** Provided records follows **
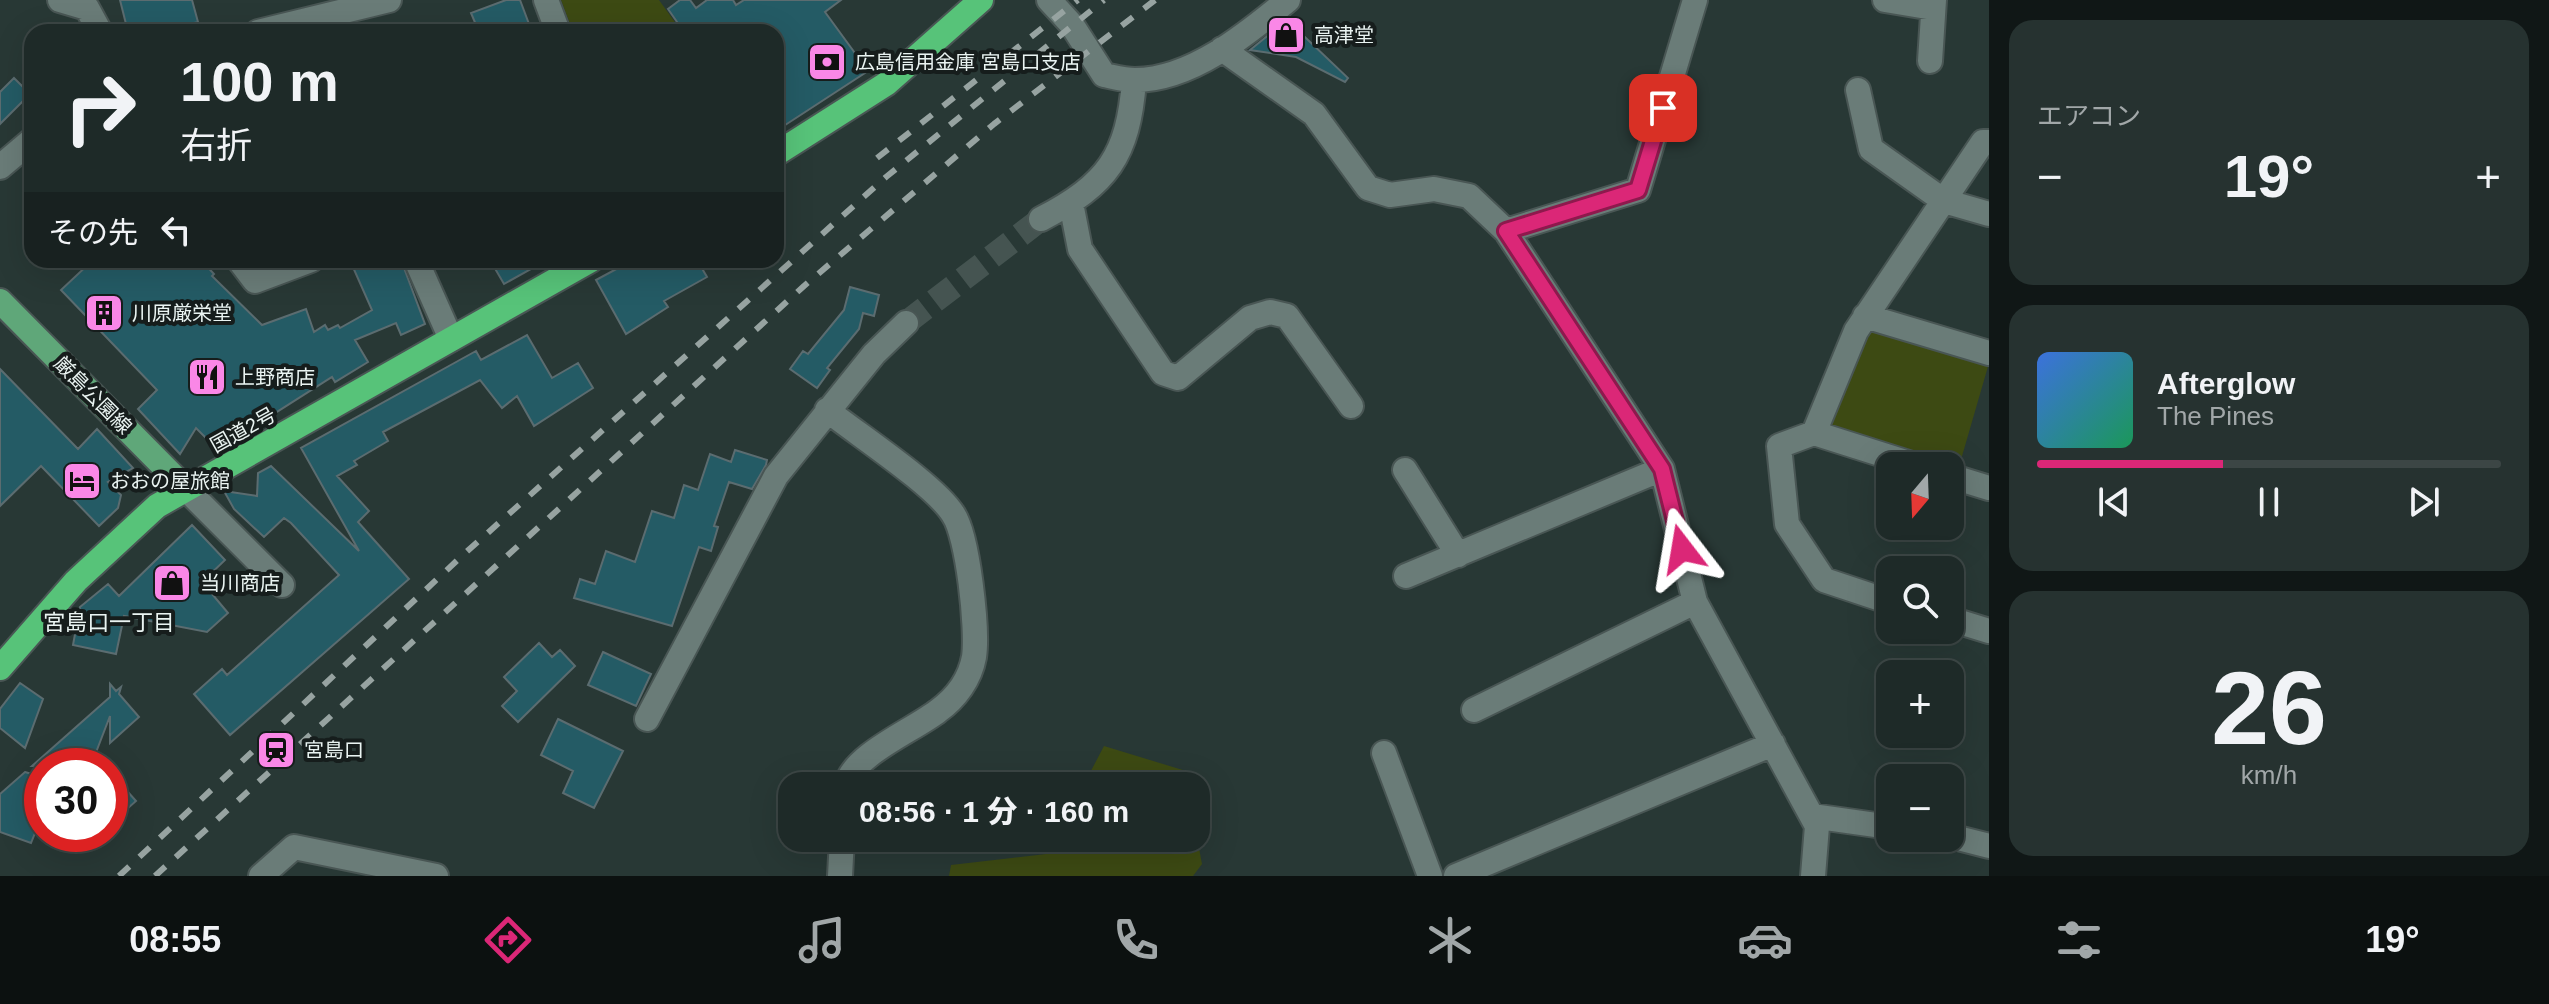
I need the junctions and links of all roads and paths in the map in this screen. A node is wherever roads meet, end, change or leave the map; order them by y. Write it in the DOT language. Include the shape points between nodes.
graph roads {
  1 [pos="389,0"];
  2 [pos="546,0"];
  3 [pos="981,0"];
  4 [pos="1049,0"];
  5 [pos="1288,0"];
  6 [pos="1695,0"];
  7 [pos="1885,0"];
  8 [pos="70,1"];
  9 [pos="1933,4"];
  10 [pos="311,17"];
  11 [pos="96,24"];
  12 [pos="286,24"];
  13 [pos="555,24"];
  14 [pos="1222,49"];
  15 [pos="1930,61"];
  16 [pos="1134,81"];
  17 [pos="1858,90"];
  18 [pos="1989,142"];
  19 [pos="24,147"];
  20 [pos="784,149"];
  21 [pos="0,167"];
  22 [pos="1944,201"];
  23 [pos="1071,203"];
  24 [pos="1989,214"];
  25 [pos="1041,219"];
  26 [pos="1506,231"];
  27 [pos="245,268"];
  28 [pos="290,268"];
  29 [pos="420,268"];
  30 [pos="577,268"];
  31 [pos="0,301"];
  32 [pos="1865,316"];
  33 [pos="906,323"];
  34 [pos="451,339"];
  35 [pos="1989,353"];
  36 [pos="1351,406"];
  37 [pos="827,410"];
  38 [pos="1814,433"];
  39 [pos="1876,453"];
  40 [pos="1662,469"];
  41 [pos="1405,470"];
  42 [pos="1964,480"];
  43 [pos="1989,488"];
  44 [pos="186,489"];
  45 [pos="1458,555"];
  46 [pos="1406,576"];
  47 [pos="282,585"];
  48 [pos="1876,597"];
  49 [pos="1695,602"];
  50 [pos="1964,623"];
  51 [pos="1989,631"];
  52 [pos="0,668"];
  53 [pos="1474,710"];
  54 [pos="647,719"];
  55 [pos="1773,744"];
  56 [pos="1384,753"];
  57 [pos="852,772"];
  58 [pos="1812,816"];
  59 [pos="1876,825"];
  60 [pos="1964,840"];
  61 [pos="1989,846"];
  62 [pos="841,852"];
  63 [pos="261,876"];
  64 [pos="436,876"];
  65 [pos="840,876"];
  66 [pos="1430,876"];
  67 [pos="1456,876"];
  68 [pos="1813,876"];
  1 -- 10 [label="street"];
  2 -- 13 [label="street"];
  3 -- 20 [label="highway" via="886,84"];
  4 -- 16 [label="street" via="1104,75"];
  5 -- 14 [label="street"];
  6 -- 26 [label="street" via="1638,190"];
  7 -- 9 [label="street"];
  8 -- 11 [label="street" via="87,8"];
  9 -- 15 [label="street"];
  10 -- 12 [label="street"];
  14 -- 16 [label="street" via="1178,71"];
  14 -- 26 [label="street" via="1314,114 1368,188 1390,195 1434,189 1469,196"];
  16 -- 23 [label="street" via="1121,151 1101,180"];
  17 -- 22 [label="street" via="1871,149"];
  18 -- 22 [label="street" via="1983,142"];
  19 -- 21 [label="street"];
  22 -- 24 [label="street"];
  22 -- 32 [label="street"];
  23 -- 25 [label="street"];
  23 -- 36 [label="street" via="1080,249 1163,373 1178,378 1250,318 1270,312 1287,316"];
  26 -- 40 [label="street"];
  27 -- 28 [label="street" via="255,281"];
  29 -- 34 [label="street"];
  30 -- 34 [label="highway, 国道2号"];
  31 -- 44 [label="main road, 厳島公園線"];
  32 -- 35 [label="street"];
  32 -- 38 [label="street"];
  33 -- 37 [label="street"];
  34 -- 44 [label="highway, 国道2号"];
  37 -- 54 [label="street" via="764,496"];
  37 -- 57 [label="street" via="952,512 965,543 974,634 971,667 955,697"];
  38 -- 39 [label="street"];
  38 -- 48 [label="street" via="1779,446 1787,524 1824,580"];
  40 -- 45 [label="street"];
  40 -- 49 [label="street"];
  41 -- 45 [label="street"];
  42 -- 43 [label="street"];
  44 -- 47 [label="street"];
  44 -- 52 [label="highway, 国道2号" via="157,506 93,564"];
  45 -- 46 [label="street"];
  49 -- 53 [label="street"];
  49 -- 55 [label="street"];
  50 -- 51 [label="street"];
  55 -- 58 [label="street"];
  55 -- 67 [label="street"];
  56 -- 66 [label="street"];
  58 -- 59 [label="street"];
  58 -- 68 [label="street" via="1817,826"];
  60 -- 61 [label="street"];
  62 -- 65 [label="street"];
  63 -- 64 [label="street" via="294,847"];
}
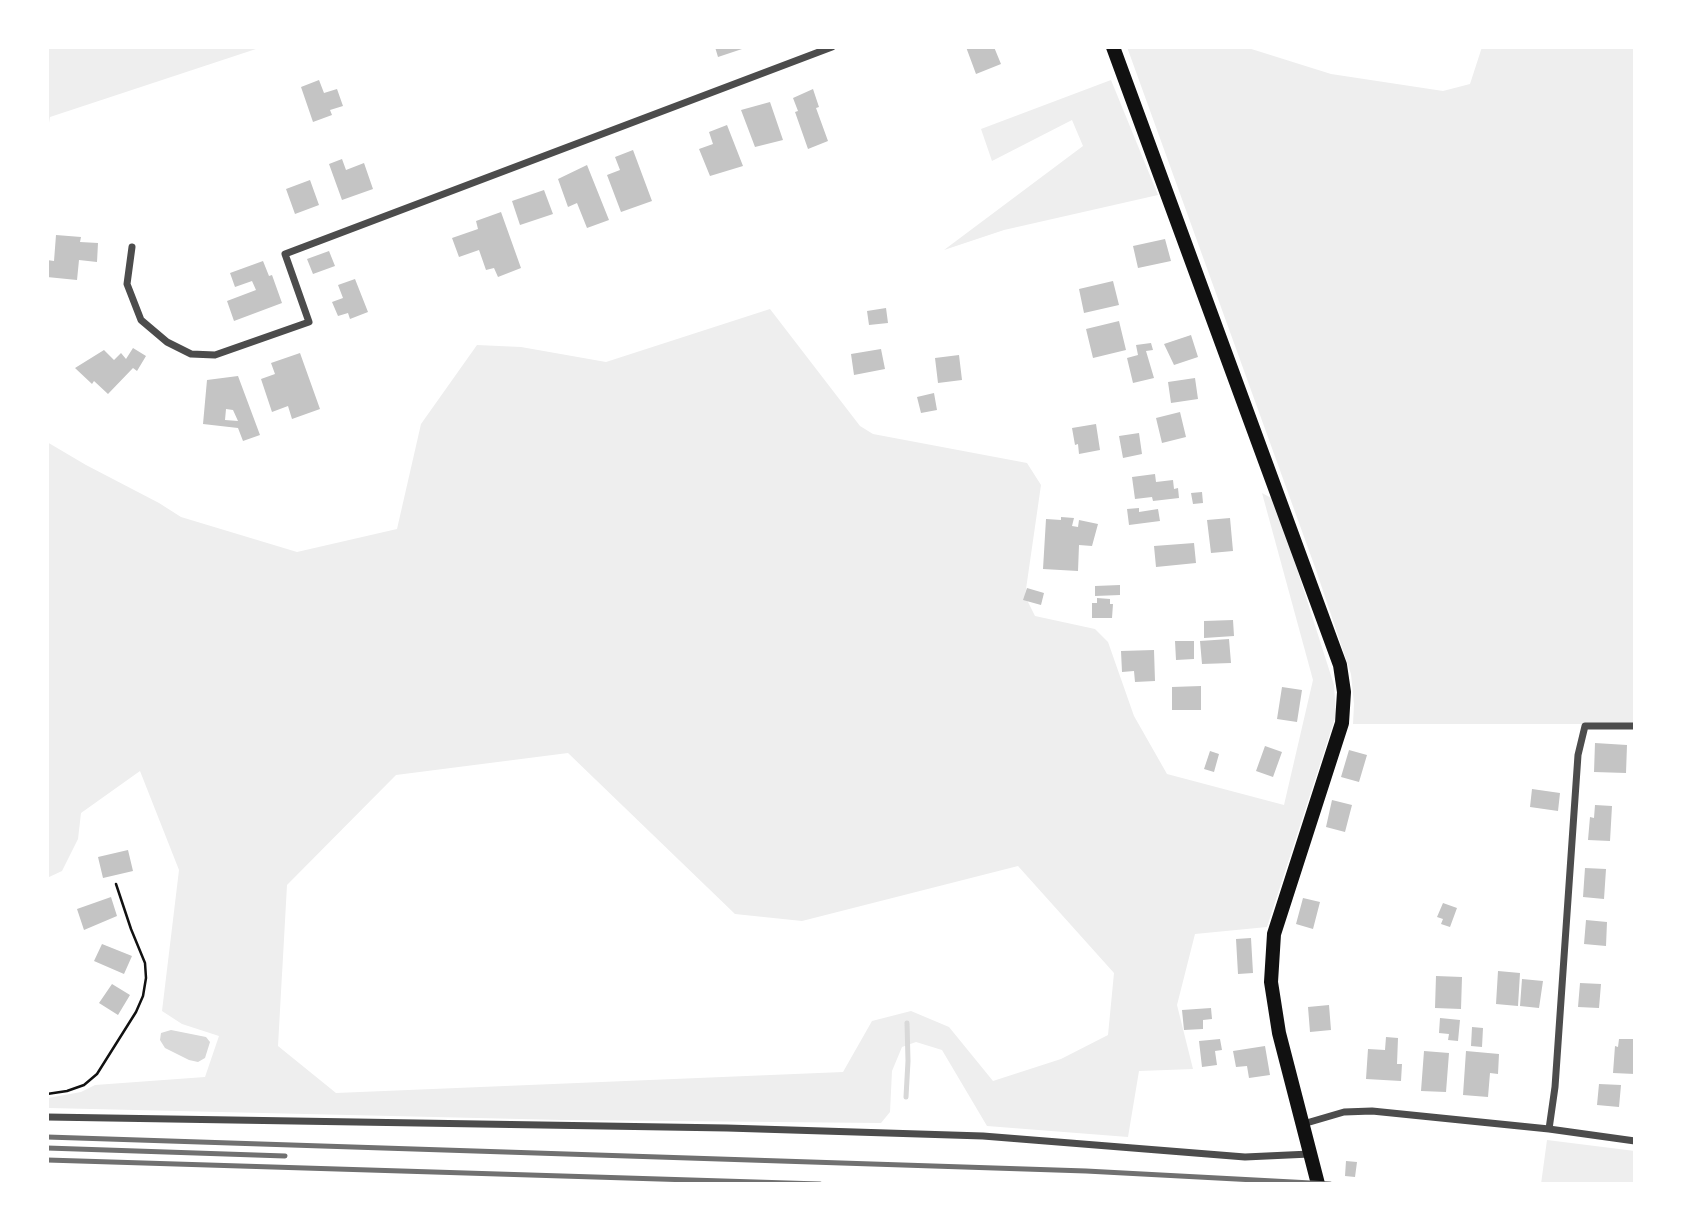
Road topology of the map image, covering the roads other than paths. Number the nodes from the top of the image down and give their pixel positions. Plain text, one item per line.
1 (1112, 47) edge
2 (827, 48) edge
3 (132, 247) dead end
4 (1635, 726) edge
5 (47, 1117) edge
6 (1302, 1125) junction
7 (1549, 1129) junction
8 (1635, 1141) edge
9 (1310, 1154) junction
10 (1318, 1184) edge

1 - 6 main road
2 - 3 street
4 - 7 street
5 - 9 street
6 - 7 street
6 - 9 main road
7 - 8 street
9 - 10 main road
** End of Provided records **
■ The problem
The preceding entries should be duplicated word for word; no picture belongs in the copy.

■ Solved problem
I need the junctions and links of all roads and paths in the map in this screen. A node is wherever roads meet, end, change or leave the map; order them by y. Write it in the DOT language. Include the shape points between nodes.
graph roads {
  1 [pos="389,0"];
  2 [pos="546,0"];
  3 [pos="981,0"];
  4 [pos="1049,0"];
  5 [pos="1288,0"];
  6 [pos="1695,0"];
  7 [pos="1885,0"];
  8 [pos="70,1"];
  9 [pos="1933,4"];
  10 [pos="311,17"];
  11 [pos="96,24"];
  12 [pos="286,24"];
  13 [pos="555,24"];
  14 [pos="1222,49"];
  15 [pos="1930,61"];
  16 [pos="1134,81"];
  17 [pos="1858,90"];
  18 [pos="1989,142"];
  19 [pos="24,147"];
  20 [pos="784,149"];
  21 [pos="0,167"];
  22 [pos="1944,201"];
  23 [pos="1071,203"];
  24 [pos="1989,214"];
  25 [pos="1041,219"];
  26 [pos="1506,231"];
  27 [pos="245,268"];
  28 [pos="290,268"];
  29 [pos="420,268"];
  30 [pos="577,268"];
  31 [pos="0,301"];
  32 [pos="1865,316"];
  33 [pos="906,323"];
  34 [pos="451,339"];
  35 [pos="1989,353"];
  36 [pos="1351,406"];
  37 [pos="827,410"];
  38 [pos="1814,433"];
  39 [pos="1876,453"];
  40 [pos="1662,469"];
  41 [pos="1405,470"];
  42 [pos="1964,480"];
  43 [pos="1989,488"];
  44 [pos="186,489"];
  45 [pos="1458,555"];
  46 [pos="1406,576"];
  47 [pos="282,585"];
  48 [pos="1876,597"];
  49 [pos="1695,602"];
  50 [pos="1964,623"];
  51 [pos="1989,631"];
  52 [pos="0,668"];
  53 [pos="1474,710"];
  54 [pos="647,719"];
  55 [pos="1773,744"];
  56 [pos="1384,753"];
  57 [pos="852,772"];
  58 [pos="1812,816"];
  59 [pos="1876,825"];
  60 [pos="1964,840"];
  61 [pos="1989,846"];
  62 [pos="841,852"];
  63 [pos="261,876"];
  64 [pos="436,876"];
  65 [pos="840,876"];
  66 [pos="1430,876"];
  67 [pos="1456,876"];
  68 [pos="1813,876"];
  1 -- 10 [label="street"];
  2 -- 13 [label="street"];
  3 -- 20 [label="highway" via="886,84"];
  4 -- 16 [label="street" via="1104,75"];
  5 -- 14 [label="street"];
  6 -- 26 [label="street" via="1638,190"];
  7 -- 9 [label="street"];
  8 -- 11 [label="street" via="87,8"];
  9 -- 15 [label="street"];
  10 -- 12 [label="street"];
  14 -- 16 [label="street" via="1178,71"];
  14 -- 26 [label="street" via="1314,114 1368,188 1390,195 1434,189 1469,196"];
  16 -- 23 [label="street" via="1121,151 1101,180"];
  17 -- 22 [label="street" via="1871,149"];
  18 -- 22 [label="street" via="1983,142"];
  19 -- 21 [label="street"];
  22 -- 24 [label="street"];
  22 -- 32 [label="street"];
  23 -- 25 [label="street"];
  23 -- 36 [label="street" via="1080,249 1163,373 1178,378 1250,318 1270,312 1287,316"];
  26 -- 40 [label="street"];
  27 -- 28 [label="street" via="255,281"];
  29 -- 34 [label="street"];
  30 -- 34 [label="highway, 国道2号"];
  31 -- 44 [label="main road, 厳島公園線"];
  32 -- 35 [label="street"];
  32 -- 38 [label="street"];
  33 -- 37 [label="street"];
  34 -- 44 [label="highway, 国道2号"];
  37 -- 54 [label="street" via="764,496"];
  37 -- 57 [label="street" via="952,512 965,543 974,634 971,667 955,697"];
  38 -- 39 [label="street"];
  38 -- 48 [label="street" via="1779,446 1787,524 1824,580"];
  40 -- 45 [label="street"];
  40 -- 49 [label="street"];
  41 -- 45 [label="street"];
  42 -- 43 [label="street"];
  44 -- 47 [label="street"];
  44 -- 52 [label="highway, 国道2号" via="157,506 93,564"];
  45 -- 46 [label="street"];
  49 -- 53 [label="street"];
  49 -- 55 [label="street"];
  50 -- 51 [label="street"];
  55 -- 58 [label="street"];
  55 -- 67 [label="street"];
  56 -- 66 [label="street"];
  58 -- 59 [label="street"];
  58 -- 68 [label="street" via="1817,826"];
  60 -- 61 [label="street"];
  62 -- 65 [label="street"];
  63 -- 64 [label="street" via="294,847"];
}
Road topology of the map image, covering the roads other than paths. Number the nodes from the top of the image down and give their pixel positions. Plain text, one item per line.
1 (1112, 47) edge
2 (827, 48) edge
3 (132, 247) dead end
4 (1635, 726) edge
5 (47, 1117) edge
6 (1302, 1125) junction
7 (1549, 1129) junction
8 (1635, 1141) edge
9 (1310, 1154) junction
10 (1318, 1184) edge

1 - 6 main road
2 - 3 street
4 - 7 street
5 - 9 street
6 - 7 street
6 - 9 main road
7 - 8 street
9 - 10 main road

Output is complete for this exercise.